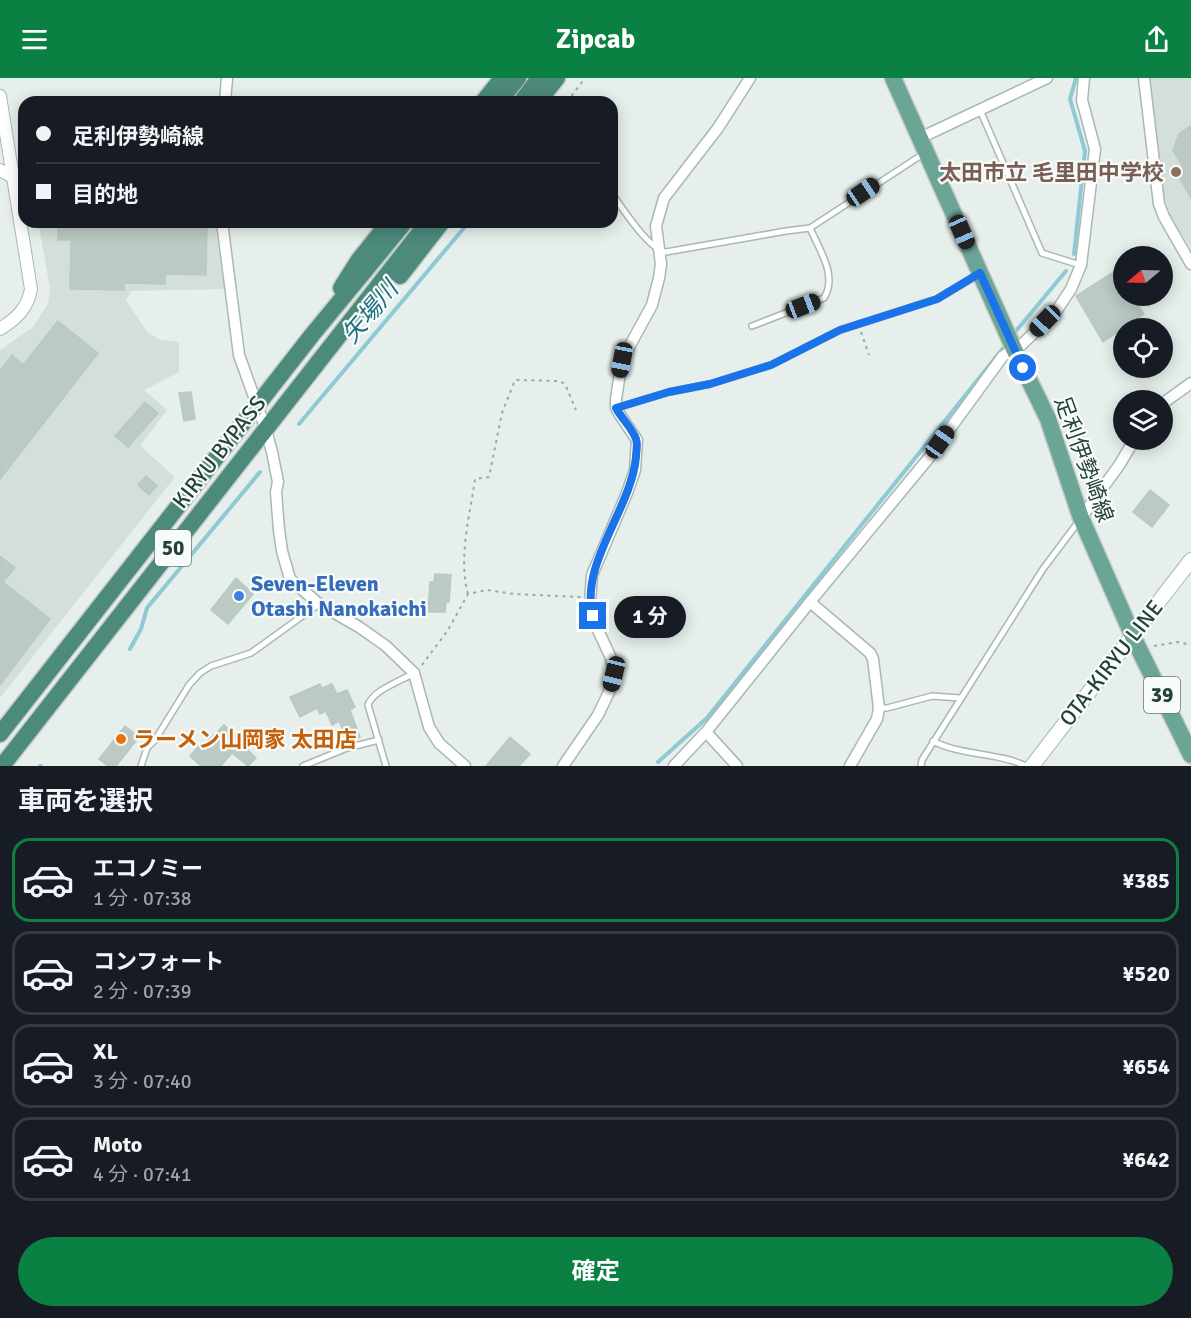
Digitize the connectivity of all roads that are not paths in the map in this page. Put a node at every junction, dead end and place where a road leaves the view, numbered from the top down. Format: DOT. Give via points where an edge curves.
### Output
graph roads {
  1 [pos="226,78"];
  2 [pos="502,78"];
  3 [pos="518,78"];
  4 [pos="539,78"];
  5 [pos="557,78"];
  6 [pos="750,78"];
  7 [pos="893,78"];
  8 [pos="1047,78"];
  9 [pos="1084,78"];
  10 [pos="1143,78"];
  11 [pos="0,96"];
  12 [pos="225,96"];
  13 [pos="488,96"];
  14 [pos="504,96"];
  15 [pos="526,96"];
  16 [pos="543,96"];
  17 [pos="980,110"];
  18 [pos="924,145"];
  19 [pos="0,170"];
  20 [pos="18,176"];
  21 [pos="618,202"];
  22 [pos="24,228"];
  23 [pos="223,228"];
  24 [pos="383,228"];
  25 [pos="400,228"];
  26 [pos="423,228"];
  27 [pos="437,228"];
  28 [pos="810,228"];
  29 [pos="659,250"];
  30 [pos="1191,264"];
  31 [pos="1081,265"];
  32 [pos="980,273"];
  33 [pos="752,326"];
  34 [pos="0,329"];
  35 [pos="344,331"];
  36 [pos="312,335"];
  37 [pos="1014,349"];
  38 [pos="1191,383"];
  39 [pos="1173,396"];
  40 [pos="257,405"];
  41 [pos="616,408"];
  42 [pos="266,429"];
  43 [pos="1128,450"];
  44 [pos="1081,518"];
  45 [pos="1191,560"];
  46 [pos="810,602"];
  47 [pos="320,604"];
  48 [pos="1132,635"];
  49 [pos="414,673"];
  50 [pos="960,698"];
  51 [pos="879,708"];
  52 [pos="706,732"];
  53 [pos="0,734"];
  54 [pos="379,740"];
  55 [pos="933,741"];
  56 [pos="1191,755"];
  57 [pos="2,766"];
  58 [pos="141,766"];
  59 [pos="303,766"];
  60 [pos="386,766"];
  61 [pos="465,766"];
  62 [pos="563,766"];
  63 [pos="674,766"];
  64 [pos="736,766"];
  65 [pos="850,766"];
  66 [pos="921,766"];
  67 [pos="1026,766"];
  68 [pos="1032,766"];
  1 -- 12 [label="street"];
  2 -- 13 [label="highway"];
  3 -- 14 [label="highway"];
  4 -- 15 [label="highway"];
  5 -- 16 [label="highway"];
  6 -- 29 [label="street" via="718,128 664,198 656,226"];
  7 -- 18 [label="main road, 足利伊勢崎線 / 39"];
  8 -- 17 [label="street"];
  9 -- 31 [label="street" via="1082,100 1095,149"];
  10 -- 30 [label="street" via="1159,204"];
  11 -- 20 [label="street"];
  17 -- 18 [label="street"];
  17 -- 31 [label="lane" via="1042,253"];
  18 -- 28 [label="lane" via="917,156"];
  18 -- 32 [label="main road, 足利伊勢崎線 / 39"];
  19 -- 20 [label="street"];
  21 -- 29 [label="lane"];
  22 -- 34 [label="street" via="31,289 20,315"];
  23 -- 40 [label="street" via="239,355"];
  24 -- 36 [label="highway, 50"];
  25 -- 36 [label="highway, KIRYU BYPASS / 50"];
  26 -- 35 [label="highway, KIRYU BYPASS / 50"];
  27 -- 35 [label="highway, 50" via="384,297"];
  28 -- 29 [label="lane"];
  28 -- 33 [label="lane" via="829,274 828,292 824,298"];
  29 -- 41 [label="street" via="661,264 652,305 622,360"];
  31 -- 37 [label="street" via="1057,310"];
  32 -- 37 [label="main road, 足利伊勢崎線 / 39"];
  32 -- 41 [label="lane" via="937,299 840,330 771,365"];
  35 -- 42 [label="highway, KIRYU BYPASS / 50"];
  36 -- 40 [label="highway, KIRYU BYPASS / 50"];
  37 -- 44 [label="main road, 足利伊勢崎線 / 39" via="1048,419"];
  37 -- 46 [label="street" via="1003,356 928,459"];
  38 -- 39 [label="street"];
  40 -- 42 [label="street"];
  40 -- 53 [label="highway, KIRYU BYPASS / 50"];
  41 -- 62 [label="street" via="637,440 635,470 592,575 590,598 614,674 598,715"];
  42 -- 47 [label="street" via="278,482 279,530 286,567 290,579"];
  42 -- 57 [label="highway, KIRYU BYPASS / 50"];
  43 -- 44 [label="street"];
  44 -- 48 [label="main road, 足利伊勢崎線 / 39"];
  44 -- 50 [label="lane" via="1043,569"];
  45 -- 48 [label="main road, OTA-KIRYU LINE"];
  46 -- 51 [label="street" via="870,653"];
  46 -- 52 [label="street"];
  47 -- 49 [label="street" via="386,645"];
  47 -- 58 [label="lane" via="251,653 217,663 200,673 147,748"];
  48 -- 56 [label="main road, 足利伊勢崎線 / 39"];
  48 -- 68 [label="main road, OTA-KIRYU LINE"];
  49 -- 54 [label="lane" via="370,700 368,705"];
  49 -- 61 [label="street" via="429,727 439,743"];
  50 -- 51 [label="lane" via="932,696"];
  50 -- 55 [label="lane"];
  51 -- 65 [label="street" via="877,719"];
  52 -- 63 [label="street"];
  52 -- 64 [label="street"];
  54 -- 59 [label="lane"];
  54 -- 60 [label="lane"];
  55 -- 66 [label="lane"];
  55 -- 67 [label="lane" via="943,747"];
}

#### TASK INSTRUCTIONS:
From the records above, return each line that includes "main".

#### WRITTEN ANSWER:
  7 -- 18 [label="main road, 足利伊勢崎線 / 39"];
  18 -- 32 [label="main road, 足利伊勢崎線 / 39"];
  32 -- 37 [label="main road, 足利伊勢崎線 / 39"];
  37 -- 44 [label="main road, 足利伊勢崎線 / 39" via="1048,419"];
  44 -- 48 [label="main road, 足利伊勢崎線 / 39"];
  45 -- 48 [label="main road, OTA-KIRYU LINE"];
  48 -- 56 [label="main road, 足利伊勢崎線 / 39"];
  48 -- 68 [label="main road, OTA-KIRYU LINE"];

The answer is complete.